Friday, April 9, 2010

Italy: Culinary Culture in Campania

When life gives you lemons, you must be on the Amalfi Coast. The best thing about Italy is how it's simplicity is it's true sophistication: as cliche as it is, Italian food is all about quality and in wonderful quantities. I've always wanted to go south of Naples to the lemon filled terraces of the Sorrentine Peninsula, home to limoncello, spaghetti alle vongole, parmigiana di melanzane, frittura di pesce and other Neapolitan classics. We packed our bags and appetites over the Easter Bank Holiday and visited Sorrento, Amalfi, Ravello, Capri and Naples. What jet-setters! Or rather bus-hoppers as that is how the locals commute to get around the bendy coast! After an elimination as difficult as the annual Masterchef finals, here are the highlights...

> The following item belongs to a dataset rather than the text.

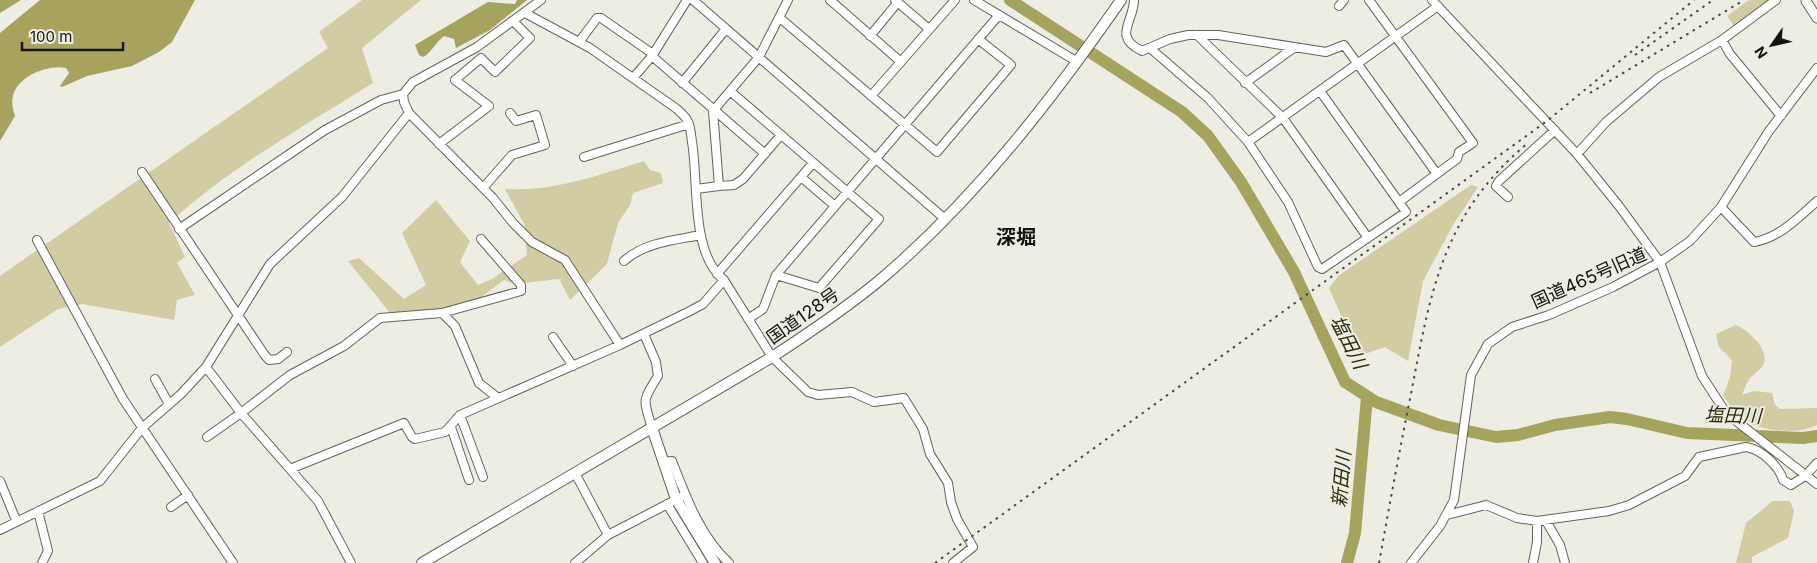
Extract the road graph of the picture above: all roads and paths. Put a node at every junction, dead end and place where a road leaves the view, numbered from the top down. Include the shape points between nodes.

Sorrento: Spaghetti alle vongole, or quite simply Spaghetti with Clams. A simple sauce is made after cooking garlic, olive oil and cherry tomatoes and mixed with clam juice or sea water, it becomes a tasty seafoody emulsion to coat that perfect al dente pasta. 


Ravello: The charming and exquisite Da Salvatore restaurant perched on a cliff with jaw-dropping views of Amalfi beneath. A meal for two with half a bottle of wine was 65 euros, an absolute bargain for what we had.


An artistic amuse bouche of pimiento, anchovy (which was so fresh it was near raw), vinegar and tartar cracker.


Smoked grouper with a fennel and walnut salad, accompanied by a blood orange jus. The orange jus was so incredibly sweet and perfectly reduced, and married so well with the smoky grouper.


Ricotta gnocchi tossed with porcini mushrooms, with buffalo cheek stewed with vegetables. Porcini mushrooms so soft but yielding in their earthy flavour, their texture was almost like roasted aubergine. The buffalo cheek was tender and marbled, with slight hint of pimiento heat from the vegetable stew. A new and awesome flavour combination.


Ah, il limone! Endless yellow ovals dangle from trees on staggered terraces all around the coastline, to add zest and tang to cakes, sauces and fashion the infamous limoncello. Hundreds of bottles spill out from touristy stalls, and very often next to it is it's lesser known cousin, meloncello. Admittedly, sometimes the orange hue borders on neon but it's not half as scary and actually more drinkable than limoncello.


Naples, oh vainglorious Naples! Filthy and frantic on one street and overwhelmingly grand on the next. We arrived here on Easter Sunday to find most restaurants closed. Perhaps a school child's error being in Roman Catholic Central on a key date in the Christian calendar, but La Cantina del Sole in the Old Quarter was a wink from above. It was your quintessential small Italian outfit, run by only a few staff, with plenty of charm. The dish that stood out was the octopus, mushroom and tomato starter: I can sincerely say to never have eaten octopus as fresh as this and for it to come as it did! Up to now, those suckers have always been chopped up and hidden amongst other herbs. The meat was softer than squid, not chewy and interesting to be pared with mushrooms. Kinda like the sea and forest coming together?


And finally, la pizza. Naples' most famous export was truly best saved for last. Again, I risk the cliche but it is just crazily fresh and simple ingredients in abundance which sum up the Italian kitchen. The real deal is not a thin or thick crust but somewhere in the middle, and for what I could see, how good the pizza oven then was to singe and bake this to perfection. All pizza bases have this whiff of garlic that brings it all together. There are endless pizzerias on every corner of the city, but the one we tried and loved was the Antica Pizzeria del Borgo.

All you need in this part of the world is lots of appetite and time to eat your way through. Oh and to work it all off, a hike up Vesuvius or wonder around ancient Pompeii. Buonissimo!